____ Records for processing

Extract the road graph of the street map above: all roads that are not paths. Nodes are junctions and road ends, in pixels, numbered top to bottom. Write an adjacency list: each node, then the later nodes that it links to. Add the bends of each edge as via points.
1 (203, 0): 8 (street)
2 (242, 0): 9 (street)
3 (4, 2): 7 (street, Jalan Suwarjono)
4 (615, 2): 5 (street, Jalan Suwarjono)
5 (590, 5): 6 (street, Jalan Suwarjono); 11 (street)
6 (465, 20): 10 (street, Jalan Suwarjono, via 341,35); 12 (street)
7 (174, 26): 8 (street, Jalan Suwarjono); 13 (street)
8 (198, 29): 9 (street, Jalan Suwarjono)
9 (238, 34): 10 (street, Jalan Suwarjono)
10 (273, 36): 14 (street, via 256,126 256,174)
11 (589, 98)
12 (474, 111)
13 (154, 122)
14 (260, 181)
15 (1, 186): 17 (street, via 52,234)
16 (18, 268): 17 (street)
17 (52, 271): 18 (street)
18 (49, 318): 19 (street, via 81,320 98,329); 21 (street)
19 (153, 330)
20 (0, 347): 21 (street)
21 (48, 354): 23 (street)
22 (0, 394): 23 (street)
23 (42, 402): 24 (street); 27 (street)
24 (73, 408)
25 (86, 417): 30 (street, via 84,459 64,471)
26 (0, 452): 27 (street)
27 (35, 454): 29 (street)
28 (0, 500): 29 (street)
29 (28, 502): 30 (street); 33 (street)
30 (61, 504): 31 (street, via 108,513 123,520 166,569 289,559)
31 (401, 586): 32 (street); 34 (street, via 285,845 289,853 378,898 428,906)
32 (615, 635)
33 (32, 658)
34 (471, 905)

________

» **What the task asks**
Repeat every line of the data verbatim.

» **Finished exercise**
Extract the road graph of the street map above: all roads that are not paths. Nodes are junctions and road ends, in pixels, numbered top to bottom. Write an adjacency list: each node, then the later nodes that it links to. Add the bends of each edge as via points.
1 (203, 0): 8 (street)
2 (242, 0): 9 (street)
3 (4, 2): 7 (street, Jalan Suwarjono)
4 (615, 2): 5 (street, Jalan Suwarjono)
5 (590, 5): 6 (street, Jalan Suwarjono); 11 (street)
6 (465, 20): 10 (street, Jalan Suwarjono, via 341,35); 12 (street)
7 (174, 26): 8 (street, Jalan Suwarjono); 13 (street)
8 (198, 29): 9 (street, Jalan Suwarjono)
9 (238, 34): 10 (street, Jalan Suwarjono)
10 (273, 36): 14 (street, via 256,126 256,174)
11 (589, 98)
12 (474, 111)
13 (154, 122)
14 (260, 181)
15 (1, 186): 17 (street, via 52,234)
16 (18, 268): 17 (street)
17 (52, 271): 18 (street)
18 (49, 318): 19 (street, via 81,320 98,329); 21 (street)
19 (153, 330)
20 (0, 347): 21 (street)
21 (48, 354): 23 (street)
22 (0, 394): 23 (street)
23 (42, 402): 24 (street); 27 (street)
24 (73, 408)
25 (86, 417): 30 (street, via 84,459 64,471)
26 (0, 452): 27 (street)
27 (35, 454): 29 (street)
28 (0, 500): 29 (street)
29 (28, 502): 30 (street); 33 (street)
30 (61, 504): 31 (street, via 108,513 123,520 166,569 289,559)
31 (401, 586): 32 (street); 34 (street, via 285,845 289,853 378,898 428,906)
32 (615, 635)
33 (32, 658)
34 (471, 905)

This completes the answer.